Fenoterol is a short-acting Beta2 adrenergic receptor agonist.
Beta2 receptors are the predominant adrenergic receptors in bronchial smooth muscle. The binding of Fenoterol to Beta2 adrenergic receptors in bronchial smooth muscle, activates the intracellular adenylate cyclase, an enzyme which catalyzes the conversion of adenosine triphosphate (ATP) to cyclic adenosine monophosphate (cAMP). The increase of cAMP determines:

  • Bronchodilation: Increased intracellular cyclic AMP (cAMP), increases the activation of cAMP-dependent protein kinase A, which inhibits the phosphorylation of myosin and lowers intracellular calcium levels within the muscle. Lower levels of calcium cause relaxation of the smooth muscle and therefore bronchodilatation.
  • Inhibition of the release of mast cell mediators.
  • Increased mucociliary clearance.

In high doses fenoterol also affects the striated muscles (tremor) and the the β1-receptors (the predominant receptors in the heart) and has an influence on lipid and sugar metabolism (lipolysis, glycogenolysis and hyperglycaemia) and relative hypokalaemia due to increased K+ uptake in the skeletal muscle.
Due to the density of β2-receptors in the myometrium, fenoterol also relaxes the uterine muscles.
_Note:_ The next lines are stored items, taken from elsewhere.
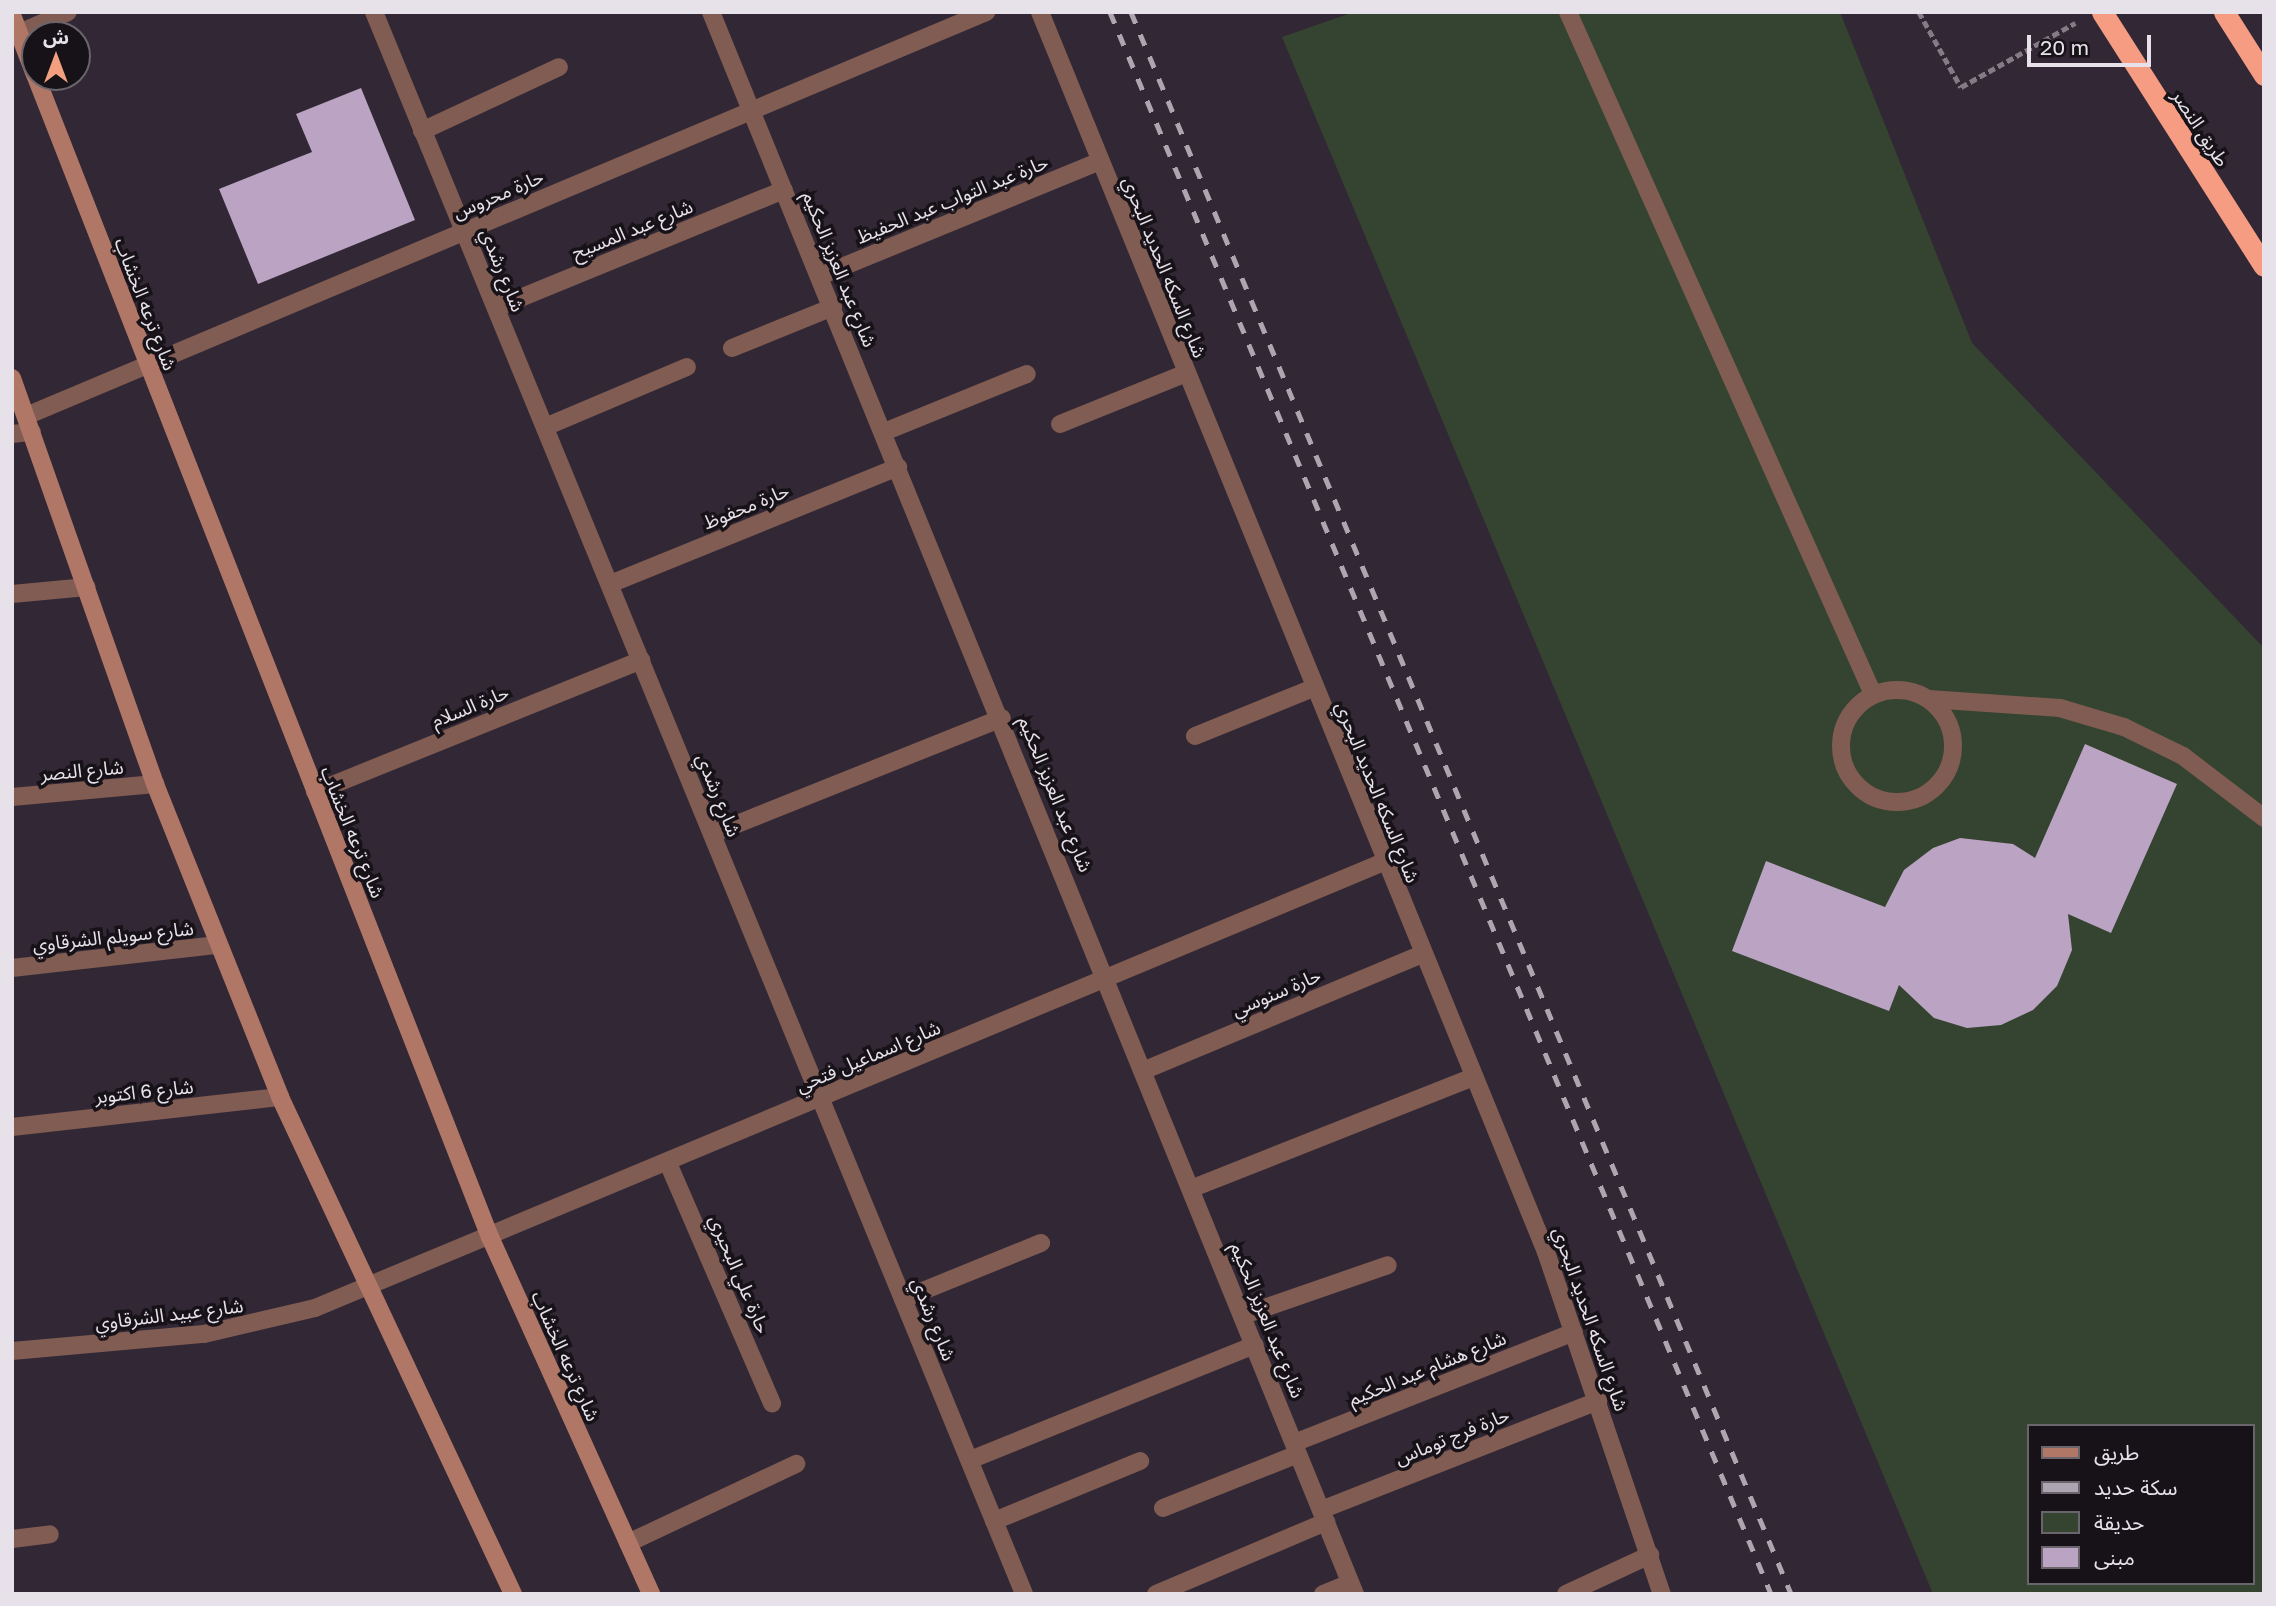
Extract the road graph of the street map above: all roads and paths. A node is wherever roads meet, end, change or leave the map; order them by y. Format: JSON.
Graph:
{"nodes":[{"id":1,"x":68,"y":12,"type":"edge"},
{"id":2,"x":711,"y":12,"type":"edge"},
{"id":3,"x":986,"y":12,"type":"edge"},
{"id":4,"x":1040,"y":12,"type":"edge"},
{"id":5,"x":1568,"y":12,"type":"edge"},
{"id":6,"x":1919,"y":12,"type":"edge"},
{"id":7,"x":2224,"y":12,"type":"edge"},
{"id":8,"x":381,"y":14,"type":"edge"},
{"id":9,"x":2092,"y":16,"type":"edge"},
{"id":10,"x":15,"y":24,"type":"edge"},
{"id":11,"x":559,"y":67,"type":"dead end"},
{"id":12,"x":2264,"y":75,"type":"edge"},
{"id":13,"x":41,"y":91,"type":"edge"},
{"id":14,"x":752,"y":111,"type":"junction"},
{"id":15,"x":422,"y":131,"type":"junction"},
{"id":16,"x":1100,"y":161,"type":"junction"},
{"id":17,"x":784,"y":190,"type":"junction"},
{"id":18,"x":464,"y":231,"type":"junction"},
{"id":19,"x":2264,"y":266,"type":"edge"},
{"id":20,"x":820,"y":276,"type":"junction"},
{"id":21,"x":833,"y":307,"type":"junction"},
{"id":22,"x":496,"y":308,"type":"junction"},
{"id":23,"x":732,"y":348,"type":"dead end"},
{"id":24,"x":146,"y":365,"type":"junction"},
{"id":25,"x":687,"y":367,"type":"dead end"},
{"id":26,"x":1186,"y":373,"type":"junction"},
{"id":27,"x":1027,"y":374,"type":"dead end"},
{"id":28,"x":12,"y":378,"type":"edge"},
{"id":29,"x":29,"y":424,"type":"junction"},
{"id":30,"x":1060,"y":424,"type":"dead end"},
{"id":31,"x":545,"y":427,"type":"junction"},
{"id":32,"x":884,"y":432,"type":"junction"},
{"id":33,"x":12,"y":434,"type":"edge"},
{"id":34,"x":898,"y":467,"type":"junction"},
{"id":35,"x":610,"y":584,"type":"junction"},
{"id":36,"x":87,"y":587,"type":"junction"},
{"id":37,"x":12,"y":594,"type":"edge"},
{"id":38,"x":641,"y":660,"type":"junction"},
{"id":39,"x":1313,"y":688,"type":"junction"},
{"id":40,"x":1873,"y":694,"type":"junction"},
{"id":41,"x":1929,"y":699,"type":"junction"},
{"id":42,"x":1002,"y":718,"type":"junction"},
{"id":43,"x":1195,"y":736,"type":"dead end"},
{"id":44,"x":155,"y":784,"type":"junction"},
{"id":45,"x":314,"y":792,"type":"junction"},
{"id":46,"x":12,"y":797,"type":"edge"},
{"id":47,"x":2264,"y":818,"type":"edge"},
{"id":48,"x":712,"y":834,"type":"junction"},
{"id":49,"x":1384,"y":862,"type":"junction"},
{"id":50,"x":218,"y":945,"type":"junction"},
{"id":51,"x":1422,"y":954,"type":"junction"},
{"id":52,"x":12,"y":968,"type":"edge"},
{"id":53,"x":1109,"y":978,"type":"junction"},
{"id":54,"x":1145,"y":1070,"type":"junction"},
{"id":55,"x":1474,"y":1077,"type":"junction"},
{"id":56,"x":280,"y":1097,"type":"junction"},
{"id":57,"x":821,"y":1098,"type":"junction"},
{"id":58,"x":12,"y":1127,"type":"edge"},
{"id":59,"x":668,"y":1163,"type":"junction"},
{"id":60,"x":1193,"y":1188,"type":"junction"},
{"id":61,"x":490,"y":1237,"type":"junction"},
{"id":62,"x":1041,"y":1243,"type":"dead end"},
{"id":63,"x":1388,"y":1265,"type":"dead end"},
{"id":64,"x":368,"y":1289,"type":"junction"},
{"id":65,"x":903,"y":1299,"type":"junction"},
{"id":66,"x":1244,"y":1315,"type":"junction"},
{"id":67,"x":1574,"y":1332,"type":"junction"},
{"id":68,"x":1255,"y":1345,"type":"junction"},
{"id":69,"x":12,"y":1351,"type":"edge"},
{"id":70,"x":1598,"y":1401,"type":"junction"},
{"id":71,"x":772,"y":1403,"type":"dead end"},
{"id":72,"x":1296,"y":1448,"type":"junction"},
{"id":73,"x":970,"y":1460,"type":"junction"},
{"id":74,"x":1140,"y":1461,"type":"dead end"},
{"id":75,"x":796,"y":1464,"type":"dead end"},
{"id":76,"x":1163,"y":1508,"type":"dead end"},
{"id":77,"x":1323,"y":1516,"type":"junction"},
{"id":78,"x":994,"y":1521,"type":"junction"},
{"id":79,"x":50,"y":1534,"type":"dead end"},
{"id":80,"x":12,"y":1539,"type":"edge"},
{"id":81,"x":628,"y":1543,"type":"junction"},
{"id":82,"x":1650,"y":1556,"type":"junction"},
{"id":83,"x":1352,"y":1588,"type":"edge"},
{"id":84,"x":513,"y":1594,"type":"edge"},
{"id":85,"x":651,"y":1594,"type":"edge"},
{"id":86,"x":1024,"y":1594,"type":"edge"},
{"id":87,"x":1156,"y":1594,"type":"edge"},
{"id":88,"x":1323,"y":1594,"type":"edge"},
{"id":89,"x":1566,"y":1594,"type":"edge"},
{"id":90,"x":1662,"y":1594,"type":"edge"}],
"edges":[{"from":1,"to":10,"type":"street"},
{"from":2,"to":14,"type":"street","name":"شارع عبد العزيز الحكيم"},
{"from":3,"to":14,"type":"street","name":"حارة محروس"},
{"from":4,"to":16,"type":"street","name":"شارع السكه الحديد البحري"},
{"from":5,"to":40,"type":"street"},
{"from":6,"to":9,"type":"path"},
{"from":7,"to":12,"type":"highway"},
{"from":8,"to":15,"type":"street","name":"شارع رشدي"},
{"from":9,"to":19,"type":"highway","name":"طريق النصر"},
{"from":11,"to":15,"type":"street"},
{"from":13,"to":24,"type":"street","name":"شارع ترعه الخشاب"},
{"from":14,"to":17,"type":"street","name":"شارع عبد العزيز الحكيم"},
{"from":14,"to":18,"type":"street","name":"حارة محروس"},
{"from":15,"to":18,"type":"street","name":"شارع رشدي"},
{"from":16,"to":20,"type":"street","name":"حارة عبد التواب عبد الحفيظ"},
{"from":16,"to":26,"type":"street","name":"شارع السكه الحديد البحري"},
{"from":17,"to":20,"type":"street","name":"شارع عبد العزيز الحكيم"},
{"from":17,"to":22,"type":"street","name":"شارع عبد المسيح"},
{"from":18,"to":22,"type":"street","name":"شارع رشدي"},
{"from":18,"to":24,"type":"street","name":"حارة محروس"},
{"from":20,"to":21,"type":"street","name":"شارع عبد العزيز الحكيم"},
{"from":21,"to":23,"type":"street"},
{"from":21,"to":32,"type":"street","name":"شارع عبد العزيز الحكيم"},
{"from":22,"to":31,"type":"street","name":"شارع رشدي"},
{"from":24,"to":29,"type":"street","name":"حارة محروس"},
{"from":24,"to":45,"type":"street","name":"شارع ترعه الخشاب"},
{"from":25,"to":31,"type":"street"},
{"from":26,"to":30,"type":"street"},
{"from":26,"to":39,"type":"street","name":"شارع السكه الحديد البحري"},
{"from":27,"to":32,"type":"street"},
{"from":28,"to":29,"type":"street"},
{"from":29,"to":33,"type":"street","name":"حارة محروس"},
{"from":29,"to":36,"type":"street"},
{"from":31,"to":35,"type":"street","name":"شارع رشدي"},
{"from":32,"to":34,"type":"street","name":"شارع عبد العزيز الحكيم"},
{"from":34,"to":35,"type":"street","name":"حارة محفوظ"},
{"from":34,"to":42,"type":"street","name":"شارع عبد العزيز الحكيم"},
{"from":35,"to":38,"type":"street","name":"شارع رشدي"},
{"from":36,"to":37,"type":"street"},
{"from":36,"to":44,"type":"street"},
{"from":38,"to":45,"type":"street","name":"حارة السلام"},
{"from":38,"to":48,"type":"street","name":"شارع رشدي"},
{"from":39,"to":43,"type":"street"},
{"from":39,"to":49,"type":"street","name":"شارع السكه الحديد البحري"},
{"from":40,"to":41,"type":"street"},
{"from":40,"to":41,"type":"street"},
{"from":41,"to":47,"type":"street"},
{"from":42,"to":48,"type":"street"},
{"from":42,"to":53,"type":"street","name":"شارع عبد العزيز الحكيم"},
{"from":44,"to":46,"type":"street","name":"شارع النصر"},
{"from":44,"to":50,"type":"street"},
{"from":45,"to":61,"type":"street","name":"شارع ترعه الخشاب"},
{"from":48,"to":57,"type":"street","name":"شارع رشدي"},
{"from":49,"to":51,"type":"street","name":"شارع السكه الحديد البحري"},
{"from":49,"to":53,"type":"street","name":"شارع اسماعيل فتحي"},
{"from":50,"to":52,"type":"street","name":"شارع سويلم الشرقاوي"},
{"from":50,"to":56,"type":"street"},
{"from":51,"to":54,"type":"street","name":"حارة سنوسي"},
{"from":51,"to":55,"type":"street","name":"شارع السكه الحديد البحري"},
{"from":53,"to":54,"type":"street","name":"شارع عبد العزيز الحكيم"},
{"from":53,"to":57,"type":"street","name":"شارع اسماعيل فتحي"},
{"from":54,"to":60,"type":"street","name":"شارع عبد العزيز الحكيم"},
{"from":55,"to":60,"type":"street"},
{"from":55,"to":67,"type":"street","name":"شارع السكه الحديد البحري"},
{"from":56,"to":58,"type":"street","name":"شارع 6 اكتوبر"},
{"from":56,"to":64,"type":"street"},
{"from":57,"to":59,"type":"street","name":"شارع اسماعيل فتحي"},
{"from":57,"to":65,"type":"street","name":"شارع رشدي"},
{"from":59,"to":61,"type":"street","name":"شارع اسماعيل فتحي"},
{"from":59,"to":71,"type":"street","name":"حارة علي البحيري"},
{"from":60,"to":66,"type":"street","name":"شارع عبد العزيز الحكيم"},
{"from":61,"to":64,"type":"street","name":"شارع اسماعيل فتحي"},
{"from":61,"to":81,"type":"street","name":"شارع ترعه الخشاب"},
{"from":62,"to":65,"type":"street"},
{"from":63,"to":66,"type":"street"},
{"from":64,"to":69,"type":"street","name":"شارع عبيد الشرقاوي"},
{"from":64,"to":84,"type":"street"},
{"from":65,"to":73,"type":"street","name":"شارع رشدي"},
{"from":66,"to":68,"type":"street","name":"شارع عبد العزيز الحكيم"},
{"from":67,"to":70,"type":"street","name":"شارع السكه الحديد البحري"},
{"from":67,"to":72,"type":"street","name":"شارع هشام عبد الحكيم"},
{"from":68,"to":72,"type":"street","name":"شارع عبد العزيز الحكيم"},
{"from":68,"to":73,"type":"street"},
{"from":70,"to":77,"type":"street","name":"حارة فرج توماس"},
{"from":70,"to":82,"type":"street","name":"شارع السكه الحديد البحري"},
{"from":72,"to":76,"type":"street","name":"شارع هشام عبد الحكيم"},
{"from":72,"to":77,"type":"street","name":"شارع عبد العزيز الحكيم"},
{"from":73,"to":78,"type":"street","name":"شارع رشدي"},
{"from":74,"to":78,"type":"street"},
{"from":75,"to":81,"type":"street"},
{"from":77,"to":83,"type":"street","name":"شارع عبد العزيز الحكيم"},
{"from":77,"to":87,"type":"street","name":"حارة فرج توماس"},
{"from":78,"to":86,"type":"street","name":"شارع رشدي"},
{"from":79,"to":80,"type":"street"},
{"from":81,"to":85,"type":"street","name":"شارع ترعه الخشاب"},
{"from":82,"to":89,"type":"street"},
{"from":82,"to":90,"type":"street","name":"شارع السكه الحديد البحري"},
{"from":83,"to":88,"type":"street"}]}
This effect is particularly pronounced in the pregnant uterus and at considerably higher doses.


Ipratropium bromide is an anticholinergic (parasympatholytic) agent.
it prevents the increases in intracellular concentration of cyclic guanosine monophosphate (cyclic GMP) which are caused by interaction of acetylcholine with the muscarinic receptor on bronchial smooth muscle. This results in decreased contractility of smooth muscle in the lung.

Following inhalation of this combination, bronchodilatation is induced within a few minutes and the effect persists for 3 – 5 hours for Fenoterol and up to 6 hours for ipratropium bromide.

[edit] INDICATIONS

  • Prevention and treatment of bronchospasm in asthma and chronic obstructive pulmonary disease (COPD)

[edit] DOSAGE

  • Acute asthma episodes:
    • Adults and children over 6 years: 50 µg fenoterol/20 µg ipratropium bromide (1 dose). This will usually be adequate to relieve bronchospasm in the majority of patients, however, if required, a second dose may be taken, preferably after 5 minutes. . If an attack has not been relieved by 2 administrations, further administrations may be required. In these cases, patients should consult the doctor or the nearest hospital immediately


  • Intermittent and long-term treatment:
    • Adults: 50 µg fenoterol/20 µg ipratropium bromide (1 dose) up to 4 times a day.
    • Children (over 6 years of age): The drug should only be used on medical advice and under the supervision of an adult. 50 µg fenoterol/20 µg ipratropium bromide (1 dose), up to a maximum of 3 actuations per day

[edit] CONTRAINDICATIONS

  • Hypersensitivity to Fenoterol, ipratropium bromide, atropine or any of its derivatives.
  • Hypertrophic obstructive cardiomyopathy or tachyarrhythmia.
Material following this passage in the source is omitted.